On Aug 23, 2008, at 01:04, Christian Glahn via RT wrote:
Show quoted text> This appears to be a documentation bug.
>
> The synopsis suggests a hash reference passed to parse_*string()
> functions. However, if you look at the actual documentation you find
> that the function expects a string as the optional second parameter.
>
> In this case the synopsis is wrong and the function description is
> correct. I tested it with your code and it works nicely.
I just did this:
my $html = '<html><body><p>foo</p></body></html>';
my $parser = XML::LibXML->new;
my $doc = $parser->parse_html_string($html, '
http://foo.com/');
say $doc->baseURI;
And it still printed an undef.
Show quoted text> Another remark: if you know that your input is XHTML (rather than HTML
> strict) I suggest that you use the normal parse_string() function
> instead of its html sibling.
This is why I'm passing a hash. I'm parsing arbitrary Web pages that
will have god knows what kind of HTML in them. So my code actually
looks like this:
my $parser = XML::LibXML->new;
my $doc = $parser->parse_html_string($html, {
suppress_errors => 1, # Suppress errors
suppress_warnings => 1, # Suppress warnings
no_network => 1, # Don't make network requests.
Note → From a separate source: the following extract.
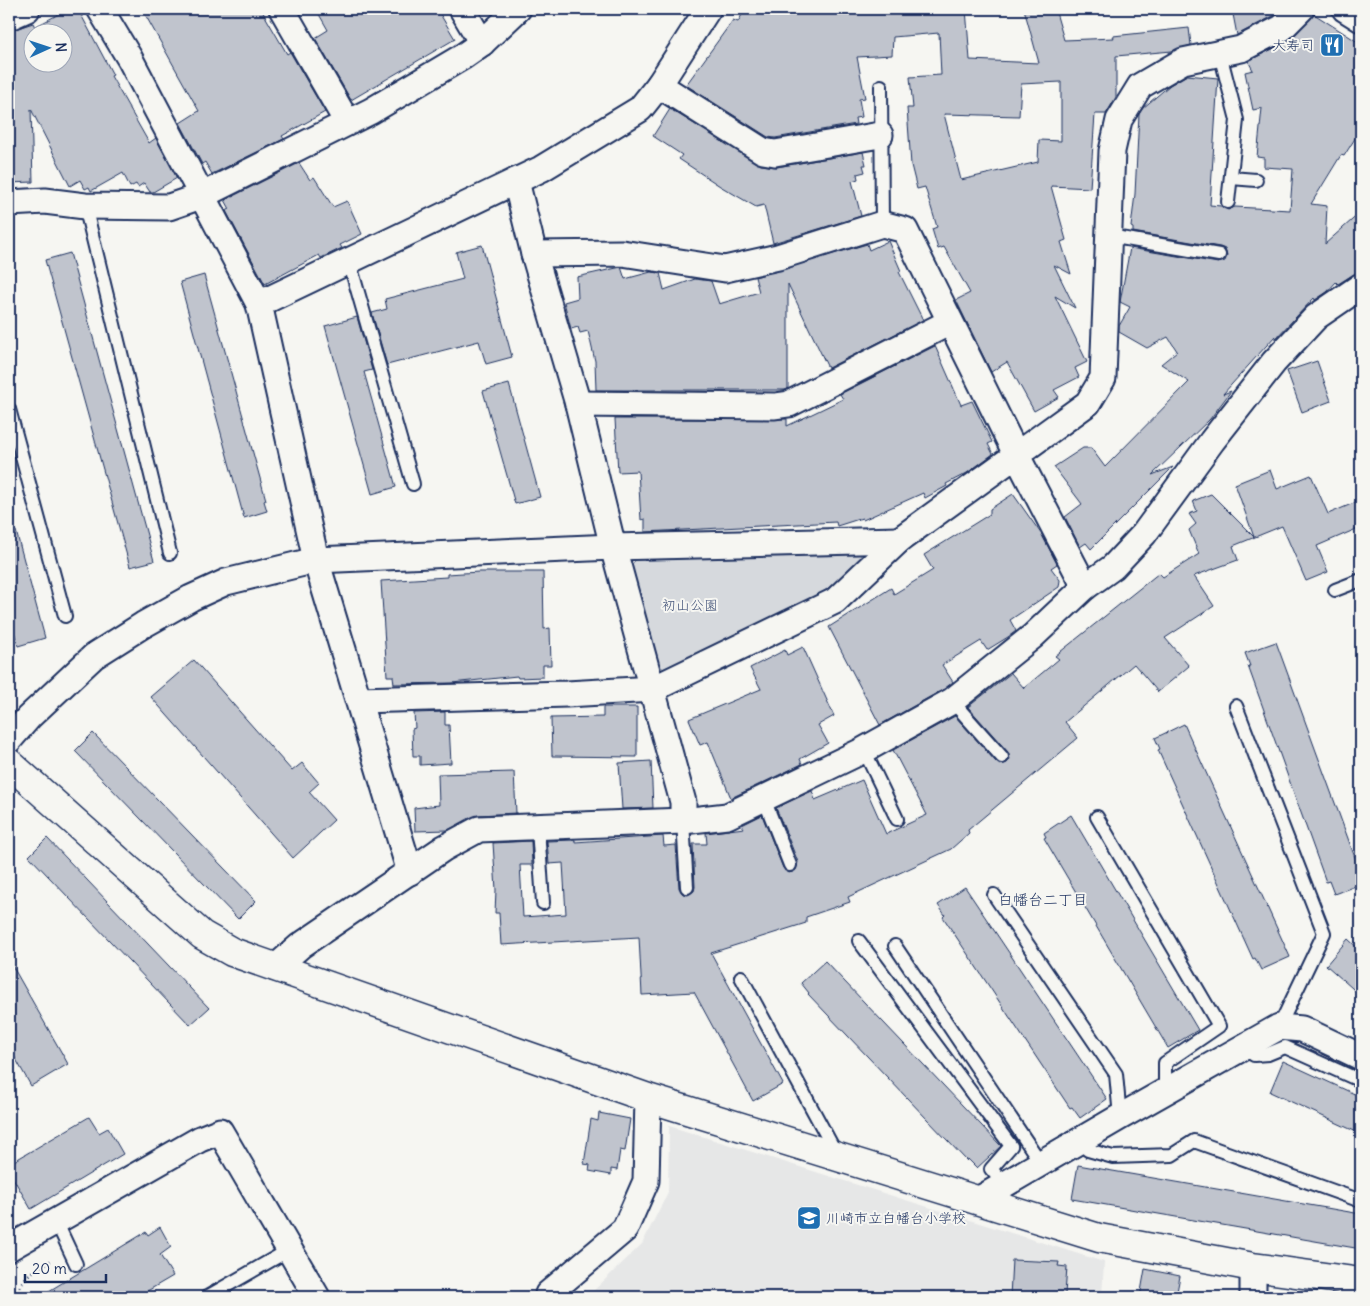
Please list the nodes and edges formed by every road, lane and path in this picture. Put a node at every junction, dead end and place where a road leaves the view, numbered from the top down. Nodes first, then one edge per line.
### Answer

recover => 1, # Relaxed parsing for bad HTML.
URI => '
http://foo.com/',
});
say $doc->baseURI;
Which also, BTW, outputs undef. And so does this:
my $doc = $parser->parse_html_string($html, '
http://foo.com/', {
suppress_errors => 1, # Suppress errors
suppress_warnings => 1, # Suppress warnings
no_network => 1, # Don't make network requests.
recover => 1, # Relaxed parsing for bad HTML.
});
say $doc->baseURI;
IOW, there is no way I can see to properly set baseURI.
David